The one exception to the SS and Police Courts jurisdiction involved members of the SS who were serving on active duty in the Wehrmacht (armed forces). In such cases, the SS member in question was subject to military law and could face charges before a standard military tribunal.

==Investigations by Judge Georg Konrad Morgen==
In 1943 SS-Sturmbannführer Georg Konrad Morgen, from the SS Court Main Office, began investigating corruption and criminal activity within the Nazi concentration camps system. He eventually prosecuted so many SS officers that by April 1944, Himmler personally ordered him to restrain his cases. Among the people he investigated was Karl Otto Koch, the commandant of Buchenwald and Majdanek, and husband of Ilse Koch — as well as Buchenwald's concentration camp doctor Waldemar Hoven, who was accused of murdering both inmates and camp guards who threatened to testify against Koch.

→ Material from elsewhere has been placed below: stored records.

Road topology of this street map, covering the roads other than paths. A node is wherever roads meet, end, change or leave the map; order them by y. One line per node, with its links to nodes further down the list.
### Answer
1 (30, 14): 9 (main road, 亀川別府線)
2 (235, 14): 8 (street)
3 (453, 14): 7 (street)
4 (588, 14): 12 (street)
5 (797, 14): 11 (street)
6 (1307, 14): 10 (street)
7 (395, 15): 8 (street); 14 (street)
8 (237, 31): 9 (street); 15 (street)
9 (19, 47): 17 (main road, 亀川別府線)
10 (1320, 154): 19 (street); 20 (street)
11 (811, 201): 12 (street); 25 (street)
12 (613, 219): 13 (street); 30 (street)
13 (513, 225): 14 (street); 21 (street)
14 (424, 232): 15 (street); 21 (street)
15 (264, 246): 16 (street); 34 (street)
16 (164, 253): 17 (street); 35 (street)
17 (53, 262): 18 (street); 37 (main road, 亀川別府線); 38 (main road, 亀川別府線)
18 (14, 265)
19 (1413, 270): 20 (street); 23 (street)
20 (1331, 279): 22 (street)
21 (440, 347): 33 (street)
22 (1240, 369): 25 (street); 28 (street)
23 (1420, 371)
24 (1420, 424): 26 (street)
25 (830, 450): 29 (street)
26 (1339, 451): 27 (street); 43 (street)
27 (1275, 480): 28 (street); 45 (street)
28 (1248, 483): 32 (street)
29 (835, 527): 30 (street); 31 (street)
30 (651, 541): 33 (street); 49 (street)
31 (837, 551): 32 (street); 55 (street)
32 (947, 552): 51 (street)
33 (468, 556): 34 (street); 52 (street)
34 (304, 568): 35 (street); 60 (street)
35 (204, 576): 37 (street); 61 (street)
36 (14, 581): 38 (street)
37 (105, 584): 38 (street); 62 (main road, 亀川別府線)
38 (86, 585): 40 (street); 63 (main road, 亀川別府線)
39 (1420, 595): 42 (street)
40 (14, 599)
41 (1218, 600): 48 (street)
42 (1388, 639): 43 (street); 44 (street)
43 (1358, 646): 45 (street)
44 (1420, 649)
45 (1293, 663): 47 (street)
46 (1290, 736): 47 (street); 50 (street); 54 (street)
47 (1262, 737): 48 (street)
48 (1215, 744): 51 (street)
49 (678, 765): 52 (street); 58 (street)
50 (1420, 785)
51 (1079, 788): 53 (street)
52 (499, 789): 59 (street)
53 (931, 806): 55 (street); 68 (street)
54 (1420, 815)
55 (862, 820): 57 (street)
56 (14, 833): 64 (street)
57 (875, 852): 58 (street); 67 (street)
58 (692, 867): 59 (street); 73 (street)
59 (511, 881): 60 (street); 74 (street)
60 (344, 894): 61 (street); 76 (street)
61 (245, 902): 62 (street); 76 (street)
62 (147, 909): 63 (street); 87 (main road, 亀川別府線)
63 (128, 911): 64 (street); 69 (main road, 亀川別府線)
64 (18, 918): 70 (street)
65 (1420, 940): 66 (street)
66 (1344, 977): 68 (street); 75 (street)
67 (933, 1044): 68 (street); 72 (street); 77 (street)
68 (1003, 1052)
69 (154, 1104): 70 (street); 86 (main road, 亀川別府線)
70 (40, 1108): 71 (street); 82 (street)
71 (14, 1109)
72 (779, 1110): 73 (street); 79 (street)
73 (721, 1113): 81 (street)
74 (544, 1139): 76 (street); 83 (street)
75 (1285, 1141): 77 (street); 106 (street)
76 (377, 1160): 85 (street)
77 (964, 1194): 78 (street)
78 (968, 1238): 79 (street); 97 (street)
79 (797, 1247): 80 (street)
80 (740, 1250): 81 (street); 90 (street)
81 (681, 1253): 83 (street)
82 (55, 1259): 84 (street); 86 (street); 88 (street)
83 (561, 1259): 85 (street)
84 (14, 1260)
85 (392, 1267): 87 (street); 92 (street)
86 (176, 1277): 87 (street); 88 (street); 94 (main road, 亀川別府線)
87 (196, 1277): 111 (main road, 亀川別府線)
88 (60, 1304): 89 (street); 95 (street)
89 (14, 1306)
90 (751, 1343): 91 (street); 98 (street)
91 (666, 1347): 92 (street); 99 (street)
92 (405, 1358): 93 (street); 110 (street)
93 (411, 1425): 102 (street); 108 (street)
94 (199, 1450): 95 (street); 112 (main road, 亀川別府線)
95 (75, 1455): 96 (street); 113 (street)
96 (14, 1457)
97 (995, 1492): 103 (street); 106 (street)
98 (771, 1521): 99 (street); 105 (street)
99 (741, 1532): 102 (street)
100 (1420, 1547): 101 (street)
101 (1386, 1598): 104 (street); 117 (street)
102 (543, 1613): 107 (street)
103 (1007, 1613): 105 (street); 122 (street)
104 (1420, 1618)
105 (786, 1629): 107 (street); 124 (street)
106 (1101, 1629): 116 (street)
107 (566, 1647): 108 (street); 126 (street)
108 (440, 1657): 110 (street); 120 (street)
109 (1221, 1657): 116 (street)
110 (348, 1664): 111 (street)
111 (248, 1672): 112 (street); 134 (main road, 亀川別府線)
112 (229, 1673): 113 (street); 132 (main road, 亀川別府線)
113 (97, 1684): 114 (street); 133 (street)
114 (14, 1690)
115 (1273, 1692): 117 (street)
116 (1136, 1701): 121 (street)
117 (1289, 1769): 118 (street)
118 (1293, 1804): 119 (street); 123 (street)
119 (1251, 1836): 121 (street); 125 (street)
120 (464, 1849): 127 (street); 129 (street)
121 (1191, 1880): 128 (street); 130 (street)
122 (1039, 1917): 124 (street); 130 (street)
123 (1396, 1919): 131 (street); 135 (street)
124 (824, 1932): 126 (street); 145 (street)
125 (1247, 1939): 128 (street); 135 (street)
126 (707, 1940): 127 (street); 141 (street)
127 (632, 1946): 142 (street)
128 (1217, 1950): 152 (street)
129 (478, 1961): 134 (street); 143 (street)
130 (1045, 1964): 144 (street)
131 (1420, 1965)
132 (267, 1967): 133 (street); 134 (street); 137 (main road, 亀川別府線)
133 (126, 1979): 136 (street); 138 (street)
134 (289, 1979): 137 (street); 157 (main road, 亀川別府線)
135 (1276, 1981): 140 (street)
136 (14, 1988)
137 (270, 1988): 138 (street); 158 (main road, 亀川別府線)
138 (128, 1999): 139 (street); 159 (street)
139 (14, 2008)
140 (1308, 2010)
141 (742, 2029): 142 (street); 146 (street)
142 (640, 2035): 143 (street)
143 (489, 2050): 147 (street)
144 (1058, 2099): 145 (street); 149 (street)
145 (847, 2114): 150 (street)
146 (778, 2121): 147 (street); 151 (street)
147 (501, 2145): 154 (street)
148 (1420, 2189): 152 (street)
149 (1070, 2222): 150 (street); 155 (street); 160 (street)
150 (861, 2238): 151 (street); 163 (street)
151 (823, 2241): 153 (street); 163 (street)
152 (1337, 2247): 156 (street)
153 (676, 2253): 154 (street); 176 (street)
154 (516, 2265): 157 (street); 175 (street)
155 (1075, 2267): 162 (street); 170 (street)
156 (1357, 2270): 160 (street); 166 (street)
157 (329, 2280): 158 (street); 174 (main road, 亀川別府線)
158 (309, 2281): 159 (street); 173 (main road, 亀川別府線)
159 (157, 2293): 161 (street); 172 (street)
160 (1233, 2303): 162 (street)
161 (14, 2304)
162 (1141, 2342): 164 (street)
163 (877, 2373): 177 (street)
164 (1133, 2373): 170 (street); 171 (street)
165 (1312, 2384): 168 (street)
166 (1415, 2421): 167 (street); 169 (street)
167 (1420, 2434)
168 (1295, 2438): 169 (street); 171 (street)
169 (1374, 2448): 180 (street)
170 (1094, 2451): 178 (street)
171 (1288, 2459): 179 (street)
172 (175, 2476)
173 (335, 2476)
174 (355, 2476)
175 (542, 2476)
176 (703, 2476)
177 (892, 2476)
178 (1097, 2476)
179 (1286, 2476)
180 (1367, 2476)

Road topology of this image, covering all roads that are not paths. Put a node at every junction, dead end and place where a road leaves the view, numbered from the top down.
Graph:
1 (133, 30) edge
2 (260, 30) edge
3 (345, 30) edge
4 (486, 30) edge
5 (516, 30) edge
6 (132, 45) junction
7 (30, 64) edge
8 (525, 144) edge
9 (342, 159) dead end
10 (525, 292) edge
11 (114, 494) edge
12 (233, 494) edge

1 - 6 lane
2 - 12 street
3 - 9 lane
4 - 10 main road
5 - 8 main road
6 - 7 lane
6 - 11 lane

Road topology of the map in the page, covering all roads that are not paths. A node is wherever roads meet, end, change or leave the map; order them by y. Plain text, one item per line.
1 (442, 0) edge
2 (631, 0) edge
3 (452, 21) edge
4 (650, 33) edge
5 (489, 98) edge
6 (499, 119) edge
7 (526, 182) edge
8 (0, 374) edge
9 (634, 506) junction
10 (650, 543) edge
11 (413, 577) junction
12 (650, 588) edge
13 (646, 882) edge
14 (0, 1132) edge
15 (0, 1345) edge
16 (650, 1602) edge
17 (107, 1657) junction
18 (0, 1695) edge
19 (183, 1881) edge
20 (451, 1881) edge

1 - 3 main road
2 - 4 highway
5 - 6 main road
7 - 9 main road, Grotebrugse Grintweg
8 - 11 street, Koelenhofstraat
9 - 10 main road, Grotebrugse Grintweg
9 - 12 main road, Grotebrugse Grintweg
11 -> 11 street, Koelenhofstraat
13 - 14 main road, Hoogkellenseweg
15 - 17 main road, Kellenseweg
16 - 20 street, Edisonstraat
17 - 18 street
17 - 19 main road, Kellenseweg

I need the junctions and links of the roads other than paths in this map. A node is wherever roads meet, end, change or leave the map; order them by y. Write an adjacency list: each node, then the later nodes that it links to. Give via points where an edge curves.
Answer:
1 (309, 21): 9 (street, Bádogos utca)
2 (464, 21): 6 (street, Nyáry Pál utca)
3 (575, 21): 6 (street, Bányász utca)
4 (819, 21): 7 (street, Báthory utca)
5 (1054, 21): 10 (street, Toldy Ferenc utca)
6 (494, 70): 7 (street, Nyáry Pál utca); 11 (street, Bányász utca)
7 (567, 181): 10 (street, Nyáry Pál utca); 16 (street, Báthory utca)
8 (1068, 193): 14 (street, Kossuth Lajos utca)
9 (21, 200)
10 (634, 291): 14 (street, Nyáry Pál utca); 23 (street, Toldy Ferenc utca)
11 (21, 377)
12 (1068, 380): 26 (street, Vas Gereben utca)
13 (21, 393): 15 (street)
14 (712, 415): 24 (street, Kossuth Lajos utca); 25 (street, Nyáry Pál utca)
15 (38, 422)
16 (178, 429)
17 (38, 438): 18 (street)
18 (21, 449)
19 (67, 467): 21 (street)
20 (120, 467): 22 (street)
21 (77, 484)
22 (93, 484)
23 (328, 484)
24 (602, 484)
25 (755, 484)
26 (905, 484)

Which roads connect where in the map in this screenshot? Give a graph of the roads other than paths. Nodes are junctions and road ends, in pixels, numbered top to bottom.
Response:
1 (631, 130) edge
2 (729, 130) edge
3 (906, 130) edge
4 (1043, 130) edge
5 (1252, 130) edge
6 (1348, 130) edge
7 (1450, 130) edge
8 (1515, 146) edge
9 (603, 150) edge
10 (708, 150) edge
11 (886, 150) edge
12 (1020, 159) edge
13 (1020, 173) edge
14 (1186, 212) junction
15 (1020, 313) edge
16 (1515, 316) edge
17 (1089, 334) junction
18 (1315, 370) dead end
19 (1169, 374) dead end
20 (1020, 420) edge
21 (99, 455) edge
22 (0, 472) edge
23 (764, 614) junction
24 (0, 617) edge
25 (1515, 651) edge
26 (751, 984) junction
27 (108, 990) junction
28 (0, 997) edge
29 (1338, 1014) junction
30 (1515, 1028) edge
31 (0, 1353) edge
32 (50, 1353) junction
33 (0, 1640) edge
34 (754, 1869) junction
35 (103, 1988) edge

In 1944, while investigating the Auschwitz commander, Rudolf Höss, Morgen's assistant SS-Hauptscharführer Gerhard Putsch disappeared. Some theorized this was a warning for Morgen to ease up on his investigations as the building where his files were stored was burned down shortly thereafter.

Morgen, who had been an SS judge and investigator, later testified at the Nuremberg trials. He claimed that he fought for justice during the Nazi era and cited his list of 800 investigations into criminal activity at concentration camps during his two years of activity.